Intuitively, we may know that a certain customer just isn't worth the business they give you. You may think that about some product lines. You might have the gut feeling that even though this market segment has a low gross margin, it's worth it. There's a way to quantify these "feelings".
If you use Economic Value Added (EVA) analysis, you can figure out which parts of your business are worth their weight in gold and which are lead weights dragging down your business. EVA combines the profit and loss numbers with the balance sheet.
For the business as a whole, it's calculated by taking net operating profit after taxes (NOPAT) less a portion of the capital investment (weighted average cost of capital x (assets -liabilities)). For customers, product lines and market segments, a similar rough-cut calculation can be made. You'll find out who are the obvious winners, where the average lies and who's falling far behind and what it will take to get back into the pack.
For a customer, you can start with the gross margin. Subtract known additional (overhead) expenses relative to other customers by rating them in terms of their absorption of your technical staff or customer service staff time. Perhaps they make it difficult to collect money and your Accounts Receivable have to contact them constantly. Perhaps you have to have higher limits on liability insurance because of a contract with them. Reduce the net margin by the taxable rate for the corporation (or individual owners).
For the capital side, add up unique inventory items and their A/R balance. From these assets, you can subtract any known supplier payments outstanding. Usually the weighted average cost of capital is around 20%, so take 20% of this asset-liability difference and subtract it from the NOPAT calculated above.

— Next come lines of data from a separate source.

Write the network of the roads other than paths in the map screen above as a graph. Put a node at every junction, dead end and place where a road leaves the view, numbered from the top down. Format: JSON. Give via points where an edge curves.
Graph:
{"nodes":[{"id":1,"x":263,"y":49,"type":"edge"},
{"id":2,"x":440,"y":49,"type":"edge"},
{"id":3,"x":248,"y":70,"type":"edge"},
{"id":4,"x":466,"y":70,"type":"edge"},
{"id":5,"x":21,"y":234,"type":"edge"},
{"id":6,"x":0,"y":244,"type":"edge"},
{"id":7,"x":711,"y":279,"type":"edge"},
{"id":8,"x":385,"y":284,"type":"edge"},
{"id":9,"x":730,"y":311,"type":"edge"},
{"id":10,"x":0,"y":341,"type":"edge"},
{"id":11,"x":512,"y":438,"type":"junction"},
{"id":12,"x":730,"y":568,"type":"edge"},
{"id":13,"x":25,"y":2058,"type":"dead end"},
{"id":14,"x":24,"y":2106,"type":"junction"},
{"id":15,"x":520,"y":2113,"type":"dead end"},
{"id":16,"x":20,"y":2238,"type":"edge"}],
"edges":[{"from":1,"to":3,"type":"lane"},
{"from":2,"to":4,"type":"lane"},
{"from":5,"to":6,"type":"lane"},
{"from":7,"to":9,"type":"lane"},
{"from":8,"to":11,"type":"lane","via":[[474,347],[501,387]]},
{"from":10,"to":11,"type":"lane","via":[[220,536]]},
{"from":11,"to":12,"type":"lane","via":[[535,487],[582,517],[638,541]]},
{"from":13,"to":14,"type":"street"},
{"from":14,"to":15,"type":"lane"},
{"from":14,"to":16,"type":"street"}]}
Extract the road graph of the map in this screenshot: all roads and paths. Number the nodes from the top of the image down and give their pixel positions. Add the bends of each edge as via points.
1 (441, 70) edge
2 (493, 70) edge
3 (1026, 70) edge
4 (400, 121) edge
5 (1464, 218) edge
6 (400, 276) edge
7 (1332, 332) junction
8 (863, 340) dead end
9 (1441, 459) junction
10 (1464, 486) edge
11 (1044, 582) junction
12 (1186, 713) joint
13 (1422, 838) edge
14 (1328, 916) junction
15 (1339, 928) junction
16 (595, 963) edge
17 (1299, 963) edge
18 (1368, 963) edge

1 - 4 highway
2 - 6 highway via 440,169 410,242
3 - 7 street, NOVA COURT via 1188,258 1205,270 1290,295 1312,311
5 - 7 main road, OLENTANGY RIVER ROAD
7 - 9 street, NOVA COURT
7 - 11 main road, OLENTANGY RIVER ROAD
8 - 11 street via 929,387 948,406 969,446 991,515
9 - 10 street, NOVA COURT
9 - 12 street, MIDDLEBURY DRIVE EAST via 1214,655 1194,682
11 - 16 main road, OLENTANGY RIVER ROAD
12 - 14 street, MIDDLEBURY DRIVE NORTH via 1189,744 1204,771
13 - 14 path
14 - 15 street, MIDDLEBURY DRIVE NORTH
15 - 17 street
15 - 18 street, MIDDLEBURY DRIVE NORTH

All of these calculations are in dollars. You can then look at the relative dollars that each customer is adding to the value of your company. For the laggards, you'll be able to see if the improvement opportunity is in pricing, costs, the level of inventory, the terms you extend to them or some other factors that hold them back. You can decide if what your options are. You might also have to consider strategic options to improve that customer's EVA.
It helps you evaluate what needs to change to balance any accommodation for holding more inventory or extending longer payment terms for this customer. It helps you be creative with "Yes, if..." rather than cut-off any innovative thoughts with "No, because...". Sometimes you can find some really good value creating opportunities through this analysis.
We did this analysis for product lines in one company and found that some lines we inherited were dragging our enterprise value down. In order to get them in line with the other core portions of our business, we needed to: 1) raise prices (in one case by 500%); 2) reduce inventory and/or 3) cut overhead utilization of space, engineering and other support staff. The disappearance of these product lines was not going to cause any other business to disappear because they were not purchased by the prime group of customers. The only strategic benefit to keeping the product lines were for technology reasons. We could claim some experience with those kinds of products which might lead to some business in the core. Maybe.
Market segment analysis is not much different.
EVA is a simple analytic tool and powerful for improving your company's value. As the customers', product lines' and market segments' EVA increases, so does your company's EVA. As your company's EVA increases, so does your enterprise value.